R/summarise.R

Defines functions inform_implicit_keep_for_rowwise_df inform_implicit_drop_last_for_grouped_df summarise_verbose `summarise_bullets.dplyr:::summarise_mixed_null` `summarise_bullets.dplyr:::reframe_incompatible_size` `summarise_bullets.dplyr:::summarise_incompatible_size` `summarise_bullets.dplyr:::summarise_unsupported_type` summarise_bullets summarise_build summarise_eval_one summarise_cols summarise.rowwise_df summarise.grouped_df summarise.data.frame summarise

Documented in summarise

#' Summarise each group down to one row
#'
#' @description
#' `summarise()` creates a new data frame. It returns one row for each
#' combination of grouping variables; if there are no grouping variables, the
#' output will have a single row summarising all observations in the input. It
#' will contain one column for each grouping variable and one column for each of
#' the summary statistics that you have specified.
#'
#' `summarise()` and `summarize()` are synonyms.
#'
#' @section Useful functions:
#'
#' * Center: [mean()], [median()]
#' * Spread: [sd()], [IQR()], [mad()]
#' * Range: [min()], [max()],
#' * Position: [first()], [last()], [nth()],
#' * Count: [n()], [n_distinct()]
#' * Logical: [any()], [all()]
#'
#' @section Backend variations:
#'
#' The data frame backend supports creating a variable and using it in the
#' same summary. This means that previously created summary variables can be
#' further transformed or combined within the summary, as in [mutate()].
#' However, it also means that summary variables with the same names as previous
#' variables overwrite them, making those variables unavailable to later summary
#' variables.
#'
#' This behaviour may not be supported in other backends. To avoid unexpected
#' results, consider using new names for your summary variables, especially when
#' creating multiple summaries.
#'
#' @inheritParams arrange
#' @inheritParams args_by
#'
#' @param ... <[`data-masking`][rlang::args_data_masking]> Name-value pairs of
#'   summary functions.
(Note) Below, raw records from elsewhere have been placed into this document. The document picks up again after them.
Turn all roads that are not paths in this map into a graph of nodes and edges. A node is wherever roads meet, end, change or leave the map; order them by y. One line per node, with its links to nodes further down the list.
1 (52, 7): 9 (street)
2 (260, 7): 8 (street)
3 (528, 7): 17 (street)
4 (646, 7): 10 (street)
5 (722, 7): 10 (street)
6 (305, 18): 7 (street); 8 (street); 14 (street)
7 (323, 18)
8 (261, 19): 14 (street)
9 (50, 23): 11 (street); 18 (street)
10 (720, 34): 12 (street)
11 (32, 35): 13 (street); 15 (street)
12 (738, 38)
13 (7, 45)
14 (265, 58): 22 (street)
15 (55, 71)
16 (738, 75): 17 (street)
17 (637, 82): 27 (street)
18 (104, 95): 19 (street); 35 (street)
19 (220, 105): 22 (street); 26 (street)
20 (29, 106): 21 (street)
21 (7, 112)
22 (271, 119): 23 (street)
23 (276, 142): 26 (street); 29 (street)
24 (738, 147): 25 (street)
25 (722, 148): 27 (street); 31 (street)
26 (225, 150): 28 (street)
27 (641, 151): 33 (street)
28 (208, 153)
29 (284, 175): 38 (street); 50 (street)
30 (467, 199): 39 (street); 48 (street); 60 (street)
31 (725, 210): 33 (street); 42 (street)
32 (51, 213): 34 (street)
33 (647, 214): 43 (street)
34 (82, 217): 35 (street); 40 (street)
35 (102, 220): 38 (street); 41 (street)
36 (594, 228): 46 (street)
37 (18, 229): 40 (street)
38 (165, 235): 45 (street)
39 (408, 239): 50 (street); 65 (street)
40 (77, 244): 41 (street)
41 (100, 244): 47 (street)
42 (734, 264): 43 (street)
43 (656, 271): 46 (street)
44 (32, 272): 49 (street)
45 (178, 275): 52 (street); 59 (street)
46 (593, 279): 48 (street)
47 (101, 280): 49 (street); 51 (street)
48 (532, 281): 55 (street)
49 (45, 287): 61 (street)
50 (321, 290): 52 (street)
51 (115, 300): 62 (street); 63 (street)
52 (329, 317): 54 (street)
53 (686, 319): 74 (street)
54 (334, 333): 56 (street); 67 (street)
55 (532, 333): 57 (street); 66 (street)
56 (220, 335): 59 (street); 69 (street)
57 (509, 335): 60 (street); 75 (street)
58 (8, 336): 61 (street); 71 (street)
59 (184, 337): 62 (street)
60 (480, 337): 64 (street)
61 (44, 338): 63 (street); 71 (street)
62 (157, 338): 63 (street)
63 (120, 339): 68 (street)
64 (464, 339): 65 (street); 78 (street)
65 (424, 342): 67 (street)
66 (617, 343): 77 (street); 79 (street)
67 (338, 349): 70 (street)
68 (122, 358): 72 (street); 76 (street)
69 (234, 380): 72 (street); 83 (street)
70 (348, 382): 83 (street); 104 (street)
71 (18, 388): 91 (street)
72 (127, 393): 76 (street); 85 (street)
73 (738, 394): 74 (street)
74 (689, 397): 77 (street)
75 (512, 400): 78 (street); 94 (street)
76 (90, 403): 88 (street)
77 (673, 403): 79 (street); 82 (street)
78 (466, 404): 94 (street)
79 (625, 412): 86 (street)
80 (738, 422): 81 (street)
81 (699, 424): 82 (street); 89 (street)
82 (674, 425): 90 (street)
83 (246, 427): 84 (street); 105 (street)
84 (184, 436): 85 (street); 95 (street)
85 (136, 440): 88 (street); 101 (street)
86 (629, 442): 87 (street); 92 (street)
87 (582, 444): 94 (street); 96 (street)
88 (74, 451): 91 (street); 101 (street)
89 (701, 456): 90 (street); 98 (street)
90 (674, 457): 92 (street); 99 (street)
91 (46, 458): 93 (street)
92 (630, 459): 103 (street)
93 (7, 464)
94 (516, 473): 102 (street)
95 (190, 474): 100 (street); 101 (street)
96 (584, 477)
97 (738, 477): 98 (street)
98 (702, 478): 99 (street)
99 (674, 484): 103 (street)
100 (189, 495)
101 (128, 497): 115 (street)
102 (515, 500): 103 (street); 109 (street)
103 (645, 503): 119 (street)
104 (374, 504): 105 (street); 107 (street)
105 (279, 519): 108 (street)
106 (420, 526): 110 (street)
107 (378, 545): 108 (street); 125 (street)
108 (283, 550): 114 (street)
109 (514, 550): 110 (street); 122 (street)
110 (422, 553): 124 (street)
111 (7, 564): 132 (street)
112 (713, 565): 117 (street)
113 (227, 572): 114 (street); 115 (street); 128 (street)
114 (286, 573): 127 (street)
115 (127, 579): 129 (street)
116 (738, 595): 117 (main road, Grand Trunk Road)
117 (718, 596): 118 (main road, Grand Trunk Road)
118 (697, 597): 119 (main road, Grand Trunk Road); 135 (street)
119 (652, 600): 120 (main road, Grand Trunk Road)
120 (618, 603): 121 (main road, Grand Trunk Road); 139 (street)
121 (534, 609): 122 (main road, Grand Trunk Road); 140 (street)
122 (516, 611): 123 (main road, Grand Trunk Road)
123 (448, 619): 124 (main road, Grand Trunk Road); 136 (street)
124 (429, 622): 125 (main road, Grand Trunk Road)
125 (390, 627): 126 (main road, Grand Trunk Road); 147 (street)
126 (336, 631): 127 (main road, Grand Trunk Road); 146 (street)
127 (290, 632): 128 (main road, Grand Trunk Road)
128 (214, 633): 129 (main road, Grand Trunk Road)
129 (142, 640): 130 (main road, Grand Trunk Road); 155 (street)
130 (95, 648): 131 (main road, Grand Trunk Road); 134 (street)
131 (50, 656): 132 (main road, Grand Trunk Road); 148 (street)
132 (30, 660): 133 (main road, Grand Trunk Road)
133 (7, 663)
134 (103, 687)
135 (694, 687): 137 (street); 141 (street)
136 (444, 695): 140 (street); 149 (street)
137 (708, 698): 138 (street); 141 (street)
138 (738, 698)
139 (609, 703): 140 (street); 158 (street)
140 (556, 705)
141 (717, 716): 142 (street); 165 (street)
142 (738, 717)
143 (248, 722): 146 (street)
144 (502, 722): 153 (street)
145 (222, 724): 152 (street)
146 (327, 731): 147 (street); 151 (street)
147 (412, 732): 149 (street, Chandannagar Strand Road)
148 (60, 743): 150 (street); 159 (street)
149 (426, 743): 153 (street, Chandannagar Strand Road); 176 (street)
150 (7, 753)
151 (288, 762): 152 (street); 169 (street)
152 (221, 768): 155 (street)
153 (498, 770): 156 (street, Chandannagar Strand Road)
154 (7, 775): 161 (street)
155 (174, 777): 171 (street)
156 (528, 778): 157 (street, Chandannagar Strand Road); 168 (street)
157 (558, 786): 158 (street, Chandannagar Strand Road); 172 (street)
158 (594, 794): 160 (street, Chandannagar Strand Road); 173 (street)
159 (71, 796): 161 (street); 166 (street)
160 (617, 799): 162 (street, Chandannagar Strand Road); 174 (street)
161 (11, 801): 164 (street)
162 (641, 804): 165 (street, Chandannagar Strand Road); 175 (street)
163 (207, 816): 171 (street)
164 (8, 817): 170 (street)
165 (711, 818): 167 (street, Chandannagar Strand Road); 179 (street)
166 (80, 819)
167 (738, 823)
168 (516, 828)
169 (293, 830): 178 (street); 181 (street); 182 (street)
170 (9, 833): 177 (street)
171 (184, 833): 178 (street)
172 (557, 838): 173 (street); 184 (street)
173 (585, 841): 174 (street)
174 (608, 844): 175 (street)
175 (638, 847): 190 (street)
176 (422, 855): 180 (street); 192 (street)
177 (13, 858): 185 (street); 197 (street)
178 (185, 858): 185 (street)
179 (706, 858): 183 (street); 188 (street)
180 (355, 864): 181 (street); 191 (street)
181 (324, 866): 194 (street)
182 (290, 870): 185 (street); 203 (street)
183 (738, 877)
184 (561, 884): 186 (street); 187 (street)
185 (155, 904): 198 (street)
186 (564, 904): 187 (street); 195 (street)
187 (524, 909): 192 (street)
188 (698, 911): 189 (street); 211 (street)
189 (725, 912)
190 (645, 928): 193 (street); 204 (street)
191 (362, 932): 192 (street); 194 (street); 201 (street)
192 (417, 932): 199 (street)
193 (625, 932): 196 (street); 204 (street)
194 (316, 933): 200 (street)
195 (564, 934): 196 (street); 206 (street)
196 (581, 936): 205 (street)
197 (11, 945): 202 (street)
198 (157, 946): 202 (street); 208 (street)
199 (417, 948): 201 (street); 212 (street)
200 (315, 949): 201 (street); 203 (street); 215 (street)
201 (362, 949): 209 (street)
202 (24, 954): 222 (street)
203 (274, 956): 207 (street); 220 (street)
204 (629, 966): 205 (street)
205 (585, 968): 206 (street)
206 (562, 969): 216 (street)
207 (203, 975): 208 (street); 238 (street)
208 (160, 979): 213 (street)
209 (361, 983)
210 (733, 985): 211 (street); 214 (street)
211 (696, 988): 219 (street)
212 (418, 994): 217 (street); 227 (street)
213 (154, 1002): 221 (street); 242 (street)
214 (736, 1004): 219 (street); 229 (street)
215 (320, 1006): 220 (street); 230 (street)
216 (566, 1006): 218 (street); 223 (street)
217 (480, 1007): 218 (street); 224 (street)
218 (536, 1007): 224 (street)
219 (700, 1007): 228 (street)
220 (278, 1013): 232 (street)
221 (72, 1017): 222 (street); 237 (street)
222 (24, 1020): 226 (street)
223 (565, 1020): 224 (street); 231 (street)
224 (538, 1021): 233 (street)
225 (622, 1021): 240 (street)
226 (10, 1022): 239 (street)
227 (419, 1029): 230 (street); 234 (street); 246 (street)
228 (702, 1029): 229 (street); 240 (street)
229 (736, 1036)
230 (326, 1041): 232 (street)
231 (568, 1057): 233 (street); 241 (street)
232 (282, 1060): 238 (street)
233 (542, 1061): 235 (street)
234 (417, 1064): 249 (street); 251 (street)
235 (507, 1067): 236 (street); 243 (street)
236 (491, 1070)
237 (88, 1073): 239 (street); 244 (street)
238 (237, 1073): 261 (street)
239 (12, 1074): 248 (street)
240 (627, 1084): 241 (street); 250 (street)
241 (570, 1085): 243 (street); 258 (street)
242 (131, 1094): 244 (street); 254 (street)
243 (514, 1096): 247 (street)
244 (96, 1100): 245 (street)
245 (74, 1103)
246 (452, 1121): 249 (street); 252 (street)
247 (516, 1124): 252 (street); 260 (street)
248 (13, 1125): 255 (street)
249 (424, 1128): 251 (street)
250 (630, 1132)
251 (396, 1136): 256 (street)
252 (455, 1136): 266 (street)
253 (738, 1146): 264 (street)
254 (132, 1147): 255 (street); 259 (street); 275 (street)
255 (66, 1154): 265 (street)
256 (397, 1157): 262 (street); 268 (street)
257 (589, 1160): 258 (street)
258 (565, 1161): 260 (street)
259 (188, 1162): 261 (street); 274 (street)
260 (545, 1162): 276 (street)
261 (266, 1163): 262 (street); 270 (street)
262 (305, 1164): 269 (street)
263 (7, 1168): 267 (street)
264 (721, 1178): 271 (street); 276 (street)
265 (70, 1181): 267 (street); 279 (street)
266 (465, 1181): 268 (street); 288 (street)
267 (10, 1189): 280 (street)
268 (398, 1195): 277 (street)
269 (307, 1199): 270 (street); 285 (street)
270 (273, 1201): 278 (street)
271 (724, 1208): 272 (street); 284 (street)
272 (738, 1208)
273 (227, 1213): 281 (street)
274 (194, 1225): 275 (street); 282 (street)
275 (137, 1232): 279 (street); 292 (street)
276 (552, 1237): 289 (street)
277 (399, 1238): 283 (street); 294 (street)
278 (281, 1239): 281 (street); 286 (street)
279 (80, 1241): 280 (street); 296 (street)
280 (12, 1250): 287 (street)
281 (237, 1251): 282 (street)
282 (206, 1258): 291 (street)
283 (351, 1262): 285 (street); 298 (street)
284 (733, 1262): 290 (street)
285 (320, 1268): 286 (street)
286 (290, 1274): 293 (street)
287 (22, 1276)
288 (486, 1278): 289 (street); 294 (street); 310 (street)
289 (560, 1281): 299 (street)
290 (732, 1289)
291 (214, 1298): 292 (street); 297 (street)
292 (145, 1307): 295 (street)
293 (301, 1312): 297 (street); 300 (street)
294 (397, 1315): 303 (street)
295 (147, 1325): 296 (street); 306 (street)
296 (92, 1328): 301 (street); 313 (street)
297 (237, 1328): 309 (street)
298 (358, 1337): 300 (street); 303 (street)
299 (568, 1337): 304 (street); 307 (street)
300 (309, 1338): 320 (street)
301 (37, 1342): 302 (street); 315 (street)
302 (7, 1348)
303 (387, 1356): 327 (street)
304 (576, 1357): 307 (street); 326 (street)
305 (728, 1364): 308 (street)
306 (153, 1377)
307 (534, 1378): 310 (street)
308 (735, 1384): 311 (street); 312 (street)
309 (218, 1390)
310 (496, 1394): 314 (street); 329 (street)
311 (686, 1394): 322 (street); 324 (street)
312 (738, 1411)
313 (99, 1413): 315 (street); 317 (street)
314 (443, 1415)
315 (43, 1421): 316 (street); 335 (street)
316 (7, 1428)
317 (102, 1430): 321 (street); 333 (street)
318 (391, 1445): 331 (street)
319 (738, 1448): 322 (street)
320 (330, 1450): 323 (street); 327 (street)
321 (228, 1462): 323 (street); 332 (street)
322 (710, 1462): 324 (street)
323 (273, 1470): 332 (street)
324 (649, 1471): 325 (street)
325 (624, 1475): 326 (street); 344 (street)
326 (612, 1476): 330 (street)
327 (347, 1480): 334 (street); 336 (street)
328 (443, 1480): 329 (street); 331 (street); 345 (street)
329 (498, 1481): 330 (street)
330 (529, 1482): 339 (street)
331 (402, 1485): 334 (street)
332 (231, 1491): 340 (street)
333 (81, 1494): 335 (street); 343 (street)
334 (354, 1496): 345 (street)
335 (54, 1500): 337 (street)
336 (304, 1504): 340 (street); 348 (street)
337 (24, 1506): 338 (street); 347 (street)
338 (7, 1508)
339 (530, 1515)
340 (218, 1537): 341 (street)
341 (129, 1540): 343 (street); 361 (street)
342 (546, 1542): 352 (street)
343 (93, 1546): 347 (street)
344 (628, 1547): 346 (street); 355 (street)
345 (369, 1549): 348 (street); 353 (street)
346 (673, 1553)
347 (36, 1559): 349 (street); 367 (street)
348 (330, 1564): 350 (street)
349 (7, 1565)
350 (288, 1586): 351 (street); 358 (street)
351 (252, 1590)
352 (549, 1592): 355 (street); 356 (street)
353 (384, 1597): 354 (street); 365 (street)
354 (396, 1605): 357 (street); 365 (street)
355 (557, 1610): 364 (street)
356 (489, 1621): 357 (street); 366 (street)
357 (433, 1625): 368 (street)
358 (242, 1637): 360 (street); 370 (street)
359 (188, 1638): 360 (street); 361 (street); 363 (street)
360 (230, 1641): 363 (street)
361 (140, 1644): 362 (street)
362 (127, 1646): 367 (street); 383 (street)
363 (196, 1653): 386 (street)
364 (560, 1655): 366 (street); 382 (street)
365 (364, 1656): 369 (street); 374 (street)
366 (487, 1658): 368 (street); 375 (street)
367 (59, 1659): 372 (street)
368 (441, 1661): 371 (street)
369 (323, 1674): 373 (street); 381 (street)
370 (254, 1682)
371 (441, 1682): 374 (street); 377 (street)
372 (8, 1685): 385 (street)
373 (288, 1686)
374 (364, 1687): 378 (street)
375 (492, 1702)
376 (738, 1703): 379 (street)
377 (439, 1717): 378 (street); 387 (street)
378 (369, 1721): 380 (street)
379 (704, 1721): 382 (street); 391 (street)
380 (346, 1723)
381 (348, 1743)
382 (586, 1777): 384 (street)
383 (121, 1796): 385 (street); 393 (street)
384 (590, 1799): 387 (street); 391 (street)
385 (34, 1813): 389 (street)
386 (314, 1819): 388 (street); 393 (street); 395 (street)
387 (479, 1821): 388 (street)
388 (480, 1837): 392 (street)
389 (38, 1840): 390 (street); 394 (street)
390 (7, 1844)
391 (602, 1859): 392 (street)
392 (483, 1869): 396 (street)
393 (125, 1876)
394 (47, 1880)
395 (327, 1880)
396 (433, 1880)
The name will be the name of the variable in the result.
#'
#'   The value can be:
#'   * A vector of length 1, e.g. `min(x)`, `n()`, or `sum(is.na(y))`.
#'   * A data frame with 1 row, to add multiple columns from a single expression.
#'
#' @param .groups `r lifecycle::badge("experimental")` Grouping structure of the
#'   result.
#'
#'   * `"drop_last"`: drops the last level of grouping. This was the
#'   only supported option before version 1.0.0.
#'   * `"drop"`: All levels of grouping are dropped.
#'   * `"keep"`: Same grouping structure as `.data`.
#'   * `"rowwise"`: Each row is its own group.
#'
#'   When `.groups` is not specified, it is set to `"drop_last"` for a grouped
#'   data frame, and `"keep"` for a rowwise data frame. In addition, a message
#'   informs you of how the result will be grouped unless the result is
#'   ungrouped, the option `"dplyr.summarise.inform"` is set to `FALSE`, or when
#'   `summarise()` is called from a function in a package.
#'
#' @returns
#' An object _usually_ of the same type as `.data`.
#'
#' * The rows come from the underlying [group_keys()].
#' * The columns are a combination of the grouping keys and the summary
#'   expressions that you provide.
#' * The grouping structure is controlled by the `.groups=` argument, the
#'   output may be another [grouped_df], a [tibble] or a [rowwise] data frame.
#' * Data frame attributes are **not** preserved, because `summarise()`
#'   fundamentally creates a new data frame.
#'
#' @section Methods:
#' This function is a **generic**, which means that packages can provide
#' implementations (methods) for other classes. See the documentation of
#' individual methods for extra arguments and differences in behaviour.
#'
#' The following methods are currently available in loaded packages:
#' \Sexpr[stage=render,results=rd]{dplyr:::methods_rd("summarise")}.
#'
#' @family single table verbs
#' @export
#' @examples
#' # A summary applied to ungrouped tbl returns a single row
#' mtcars |>
#'   summarise(mean = mean(disp), n = n())
#'
#' # Usually, you'll want to group first
#' mtcars |>
#'   group_by(cyl) |>
#'   summarise(mean = mean(disp), n = n())
#'
#' # Each summary call removes one grouping level (since that group
#' # is now just a single row)
#' mtcars |>
#'   group_by(cyl, vs) |>
#'   summarise(cyl_n = n()) |>
#'   group_vars()
#'
#' # BEWARE: reusing variables may lead to unexpected results
#' mtcars |>
#'   group_by(cyl) |>
#'   summarise(disp = mean(disp), sd = sd(disp))
#'
#' # Refer to column names stored as strings with the `.data` pronoun:
#' var <- "mass"
#' summarise(starwars, avg = mean(.data[[var]], na.rm = TRUE))
#' # Learn more in ?rlang::args_data_masking
summarise <- function(.data, ..., .by = NULL, .groups = NULL) {
  by <- enquo(.by)

  if (!quo_is_null(by) && !is.null(.groups)) {
    abort("Can't supply both `.by` and `.groups`.")
  }

  UseMethod("summarise")
}
#' @rdname summarise
#' @export
summarize <- summarise

#' @export
summarise.data.frame <- function(.data, ..., .by = NULL, .groups = NULL) {
  by <- compute_by({{ .by }}, .data, by_arg = ".by", data_arg = ".data")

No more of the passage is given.